US Mitigation Policy: A Four-State Comparison

Climate mitigation policy varies significantly between states in the USA, with a correlation between political alignment and policy strength. We ranked two Democratic and two Republican states with a criteria system to measure their climate policies. There was a significant difference between blue and red states and no universally adopted climate policy among the four states: Wyoming, California, Texas, and Michigan. Michigan climbed in the ranking due to recent legislation passed by a Democratic majority, including climate-neutral emissions by 2050, but is still behind California. 
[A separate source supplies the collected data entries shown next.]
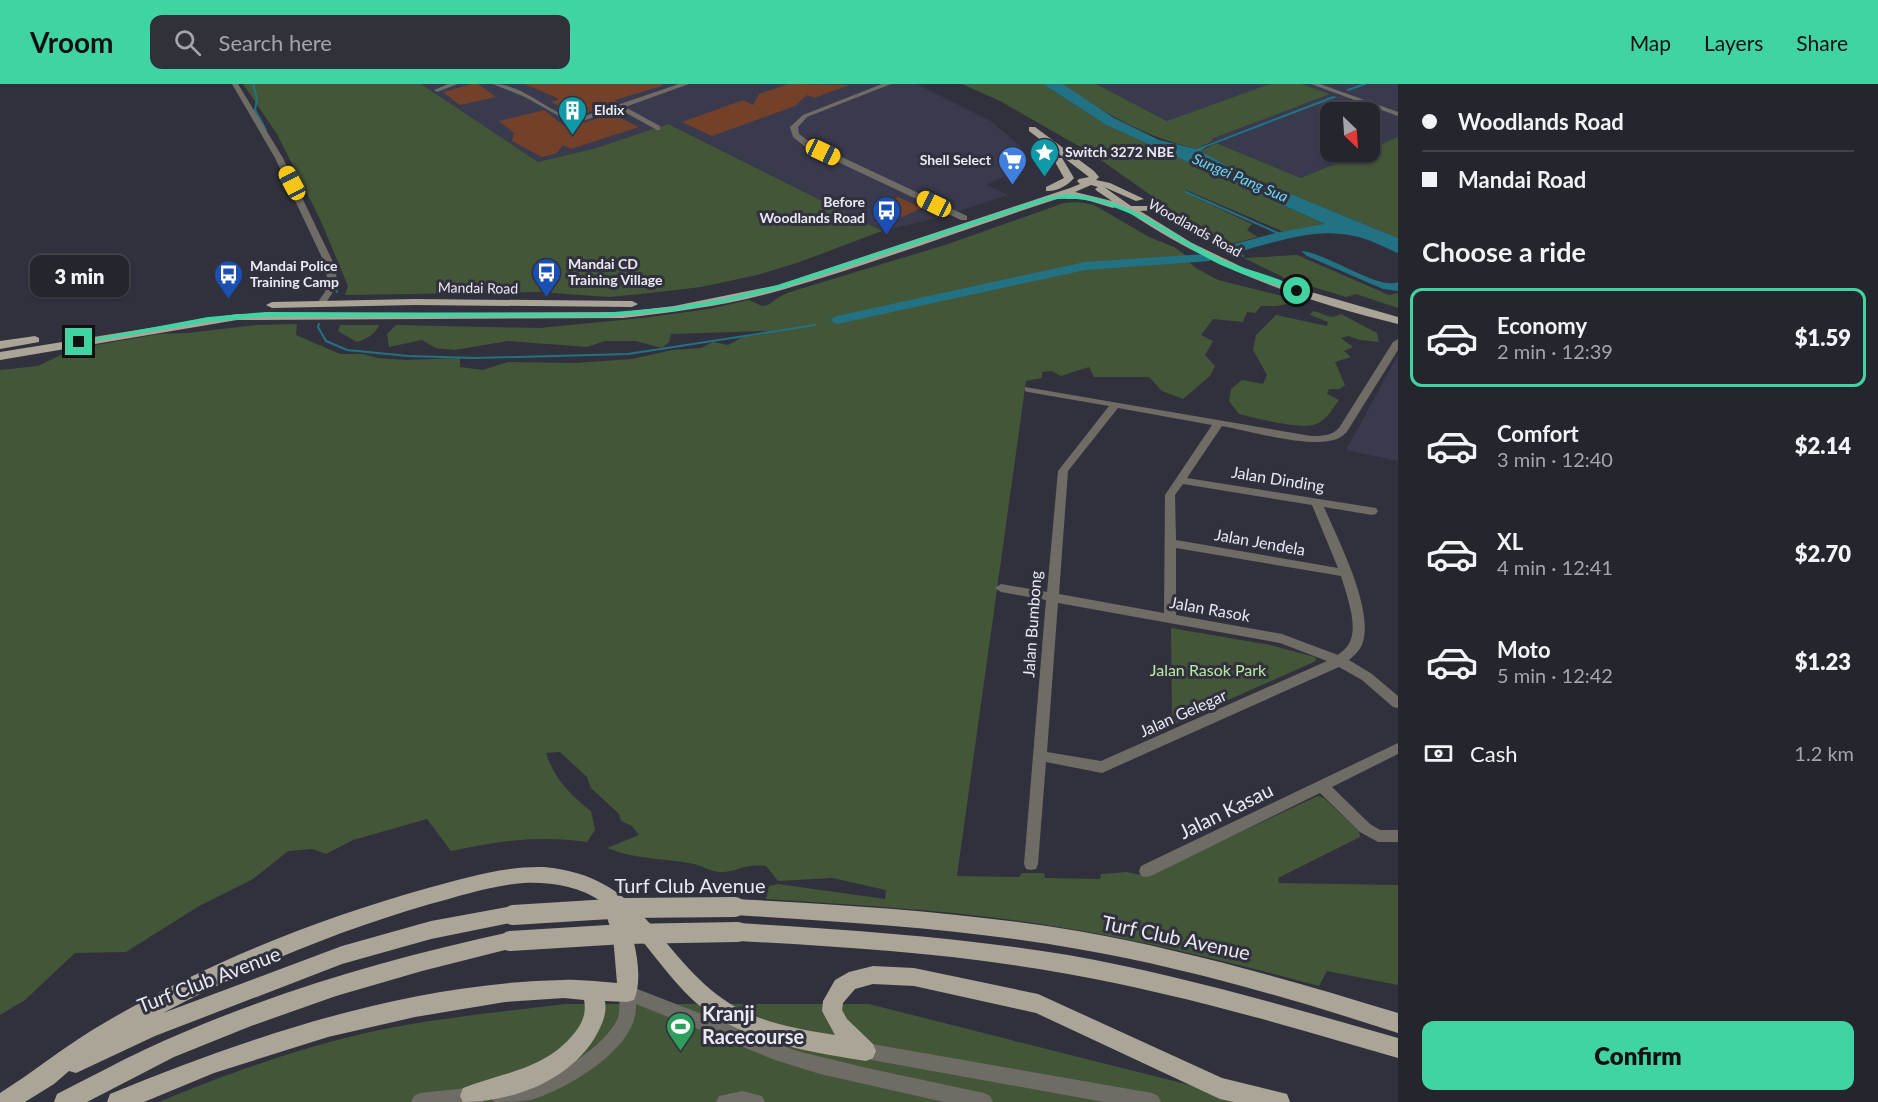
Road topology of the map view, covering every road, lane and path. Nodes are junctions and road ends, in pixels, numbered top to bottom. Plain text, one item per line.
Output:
1 (235, 84) edge
2 (455, 84) edge
3 (496, 84) edge
4 (659, 84) edge
5 (686, 84) edge
6 (888, 84) edge
7 (1314, 84) edge
8 (437, 90) dead end
9 (670, 90) junction
10 (621, 107) junction
11 (1398, 114) edge
12 (657, 128) dead end
13 (1032, 129) dead end
14 (1069, 167) junction
15 (1067, 181) junction
16 (1090, 182) junction
17 (1049, 194) junction
18 (1138, 199) dead end
19 (1152, 208) dead end
20 (1134, 212) junction
21 (964, 218) junction
22 (1216, 255) junction
23 (848, 256) junction
24 (868, 258) junction
25 (321, 303) junction
26 (467, 303) junction
27 (473, 316) junction
28 (1398, 316) edge
29 (1398, 321) edge
30 (1398, 342) edge
31 (0, 345) edge
32 (0, 356) edge
33 (1028, 389) dead end
34 (1114, 405) junction
35 (1218, 424) junction
36 (1180, 480) junction
37 (1316, 502) junction
38 (1372, 511) dead end
39 (1169, 543) junction
40 (1345, 573) junction
41 (1001, 588) dead end
42 (1052, 598) junction
43 (1170, 618) junction
44 (1340, 661) junction
45 (1398, 703) edge
46 (1398, 748) edge
47 (1041, 756) junction
48 (1322, 786) junction
49 (1398, 836) edge
50 (1031, 864) dead end
51 (1146, 871) dead end
52 (606, 894) junction
53 (589, 990) junction
54 (627, 993) junction
55 (1398, 1023) edge
56 (1398, 1048) edge
57 (866, 1051) junction
58 (37, 1081) junction
59 (471, 1096) junction
60 (5, 1102) edge
61 (65, 1102) edge
62 (118, 1102) edge
63 (420, 1102) edge
64 (725, 1102) edge
65 (756, 1102) edge
66 (984, 1102) edge
67 (1152, 1102) edge
68 (1280, 1102) edge

1 - 25 street
2 - 8 street
3 - 10 street
4 - 9 street
5 - 9 street
6 - 21 street
7 - 11 street
9 - 10 street
10 - 12 street
13 - 16 main road
14 - 15 main road
14 - 15 main road, Woodlands Road
14 - 16 main road, Woodlands Road
15 - 17 main road
16 - 17 main road
16 - 18 main road
16 - 20 main road, Woodlands Road
17 - 20 main road
17 - 21 main road, Mandai Road
17 - 24 main road, Mandai Road
19 - 20 main road
20 - 22 main road, Woodlands Road
21 - 23 main road, Mandai Road
22 - 28 main road, Woodlands Road
22 - 29 main road, Woodlands Road
23 - 24 main road
23 - 26 main road, Mandai Road
24 - 27 main road, Mandai Road
25 - 26 main road, Mandai Road
25 - 31 main road, Mandai Road
26 - 27 main road
27 - 32 main road, Mandai Road
30 - 35 street
33 - 34 street
34 - 35 street
34 - 42 street, Jalan Bumbong
35 - 36 street
36 - 37 street, Jalan Dinding
36 - 39 street
37 - 38 street, Jalan Dinding
37 - 40 street
39 - 40 street, Jalan Jendela
39 - 43 street
40 - 44 street
41 - 42 street, Jalan Rasok
42 - 43 street, Jalan Rasok
42 - 47 street, Jalan Bumbong
43 - 44 street, Jalan Rasok
44 - 45 street, Jalan Rasok
44 - 47 street, Jalan Gelegar
46 - 48 street, Jalan Kasau
47 - 50 street, Jalan Bumbong
48 - 49 street
48 - 51 street, Jalan Kasau
52 - 54 main road
52 - 57 main road
52 - 58 main road
53 - 54 main road
53 - 59 main road
53 - 62 main road
54 - 59 street
54 - 66 street
55 - 58 main road, Turf Club Avenue, bridge
56 - 61 main road, bridge
57 - 67 street
57 - 68 main road
58 - 60 main road, Turf Club Avenue
59 - 63 street
64 - 65 street

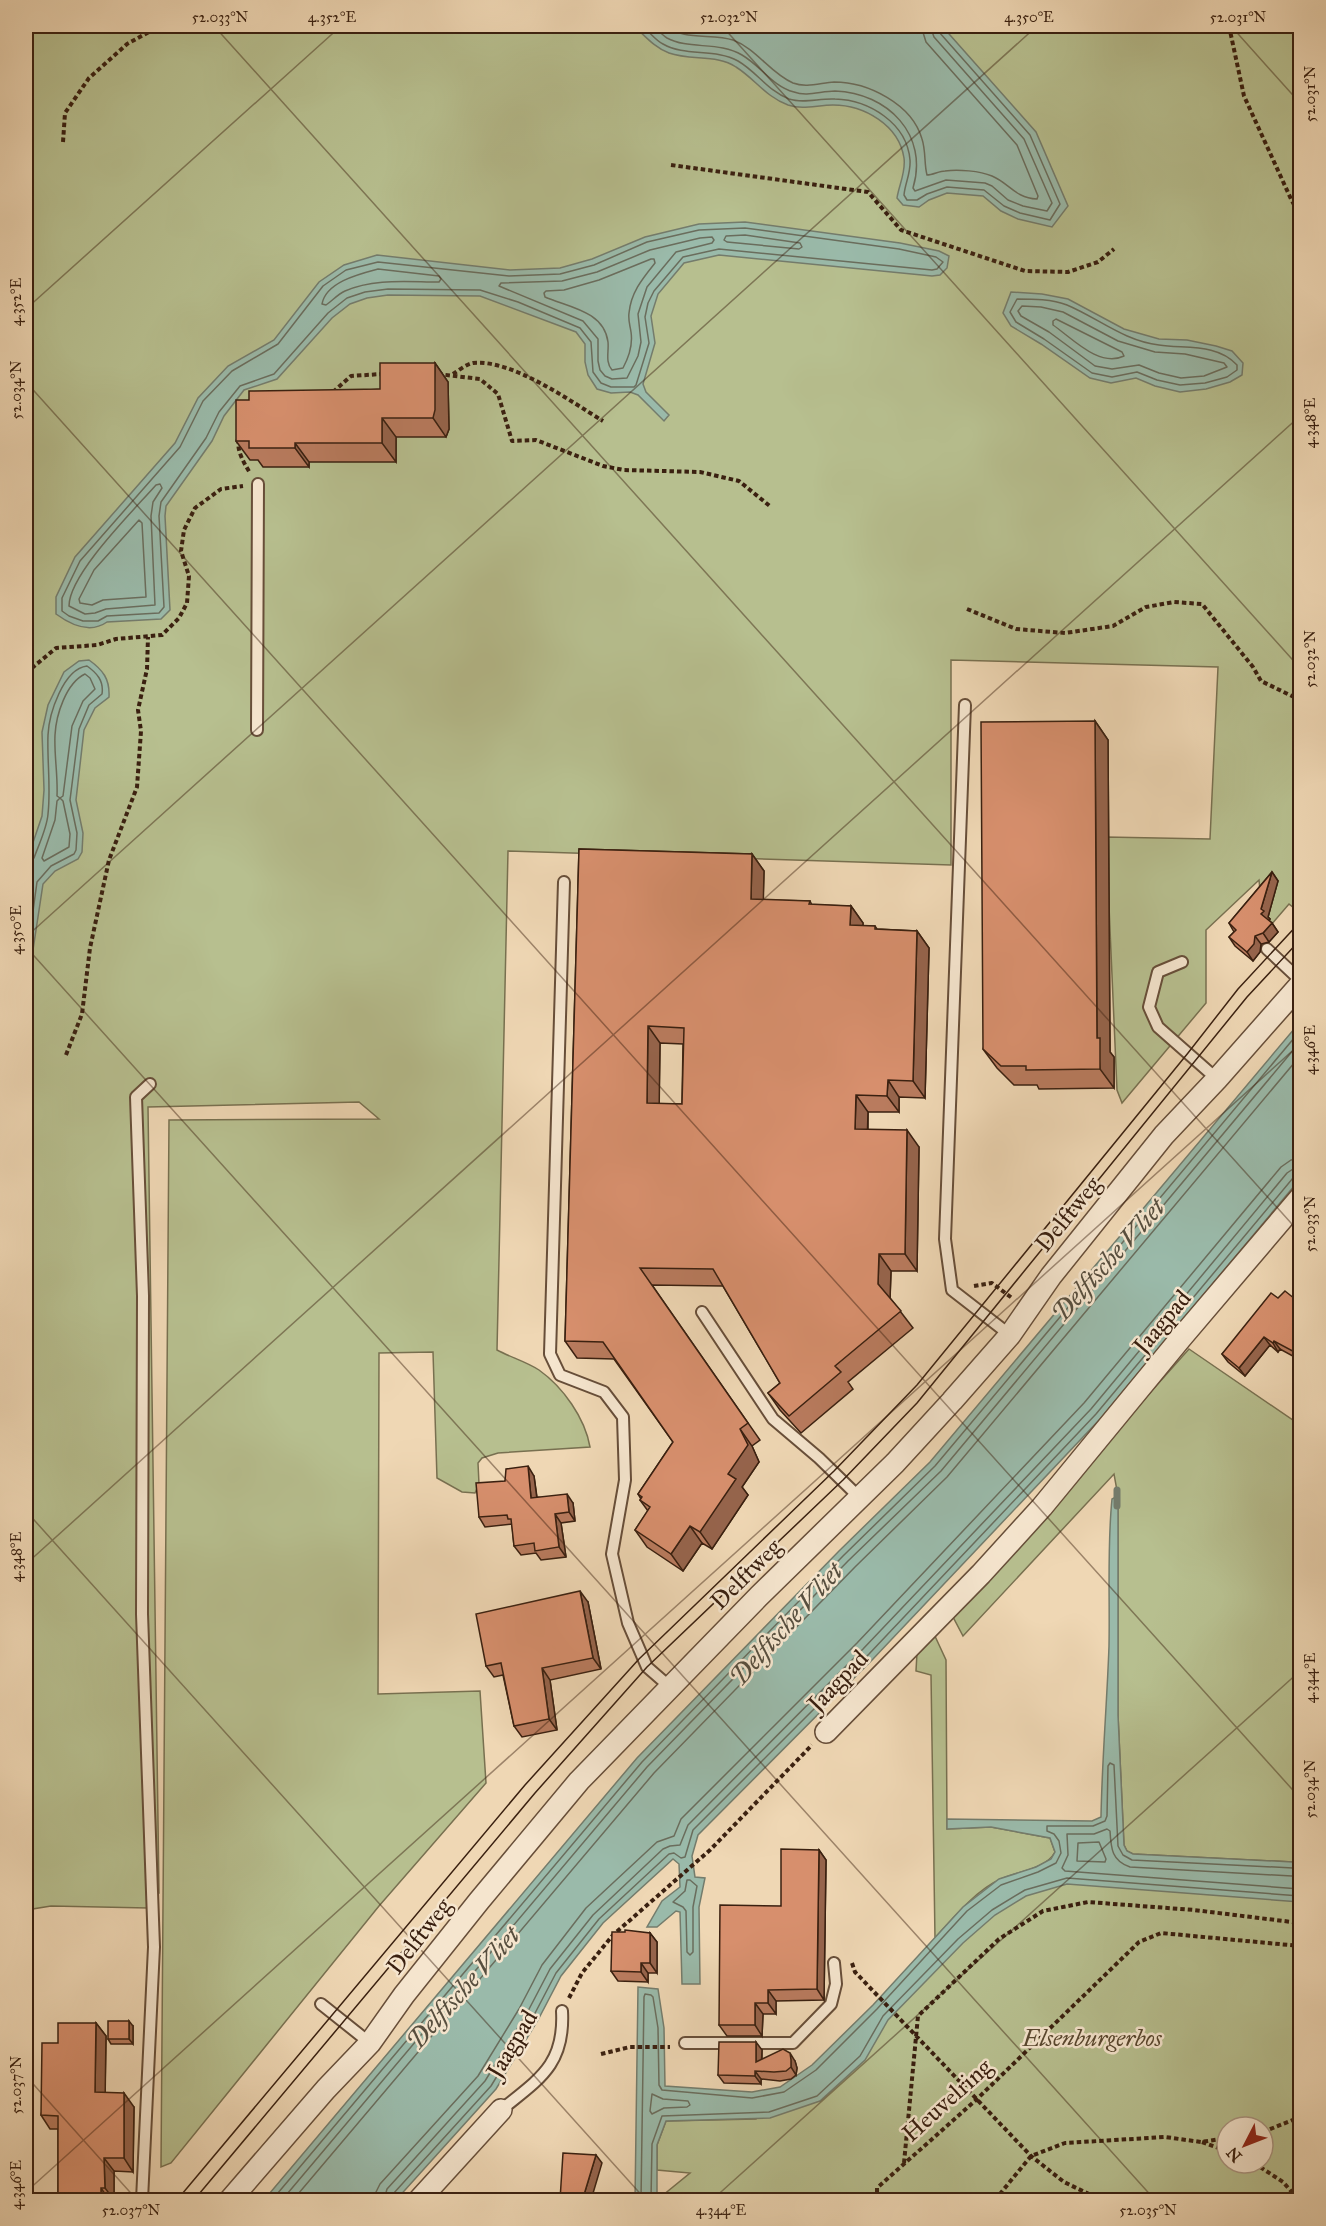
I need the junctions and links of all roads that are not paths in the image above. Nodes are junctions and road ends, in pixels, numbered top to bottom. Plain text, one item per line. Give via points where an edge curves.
1 (258, 484) road end
2 (965, 705) dead end
3 (257, 730) dead end
4 (564, 882) dead end
5 (1267, 949) dead end
6 (1182, 963) dead end
7 (1300, 980) edge
8 (1300, 985) edge
9 (1217, 1079) junction
10 (150, 1084) dead end
11 (1300, 1198) edge
12 (702, 1312) dead end
13 (1010, 1335) junction
14 (860, 1498) junction
15 (670, 1687) junction
16 (825, 1732) road end
17 (834, 1963) dead end
18 (321, 2004) dead end
19 (562, 2011) road end
20 (370, 2043) junction
21 (685, 2043) dead end
22 (501, 2110) joint
23 (142, 2200) edge
24 (230, 2200) edge
25 (419, 2200) edge

1 - 3 lane
2 - 13 lane via 945,1239 952,1290
4 - 15 lane via 550,1354 560,1375 604,1392 623,1417 625,1480 612,1554 636,1642 647,1667
5 - 7 lane
6 - 9 lane via 1158,972 1149,1008 1158,1027
8 - 9 street, Delftweg
9 - 13 street, Delftweg via 1164,1135 1051,1276
10 - 23 lane via 136,1097 143,1296 142,1614 154,1947
11 - 16 street, Jaagpad via 1042,1508
12 - 14 lane via 773,1419
13 - 14 street, Delftweg
14 - 15 street, Delftweg
15 - 20 street, Delftweg via 579,1781 404,1995
17 - 21 lane via 836,1984 831,2004 793,2043
18 - 20 lane
19 - 22 lane via 563,2031 557,2056 539,2079
20 - 24 street, Delftweg
22 - 25 street, Jaagpad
by Reinout Debergh & Nathan Kin

Whilst efforts at the federal level suffer from policy gridlocks and rollbacks, there has been a shift to the state level, with each state government having its own judicial, legislative, and executive branches [1, 2]. Last November, Michigan adopted a historic climate package, making it a leader in the clean energy economy according to NGO Ceres [3]. But how does Michigan compare to other states? A scorecard developed at the Northeast-Midwest Institute will be used to score mitigation efforts. It is based on ten criteria,  each scored as one if the criterion is met and zero otherwise [4]. This article will look at four states: Wyoming, California, Texas, and Michigan. This choice was made to have two Democratic and two Republican states while also having a state from the top, middle and bottom of a recent US state climate policy ranking [5].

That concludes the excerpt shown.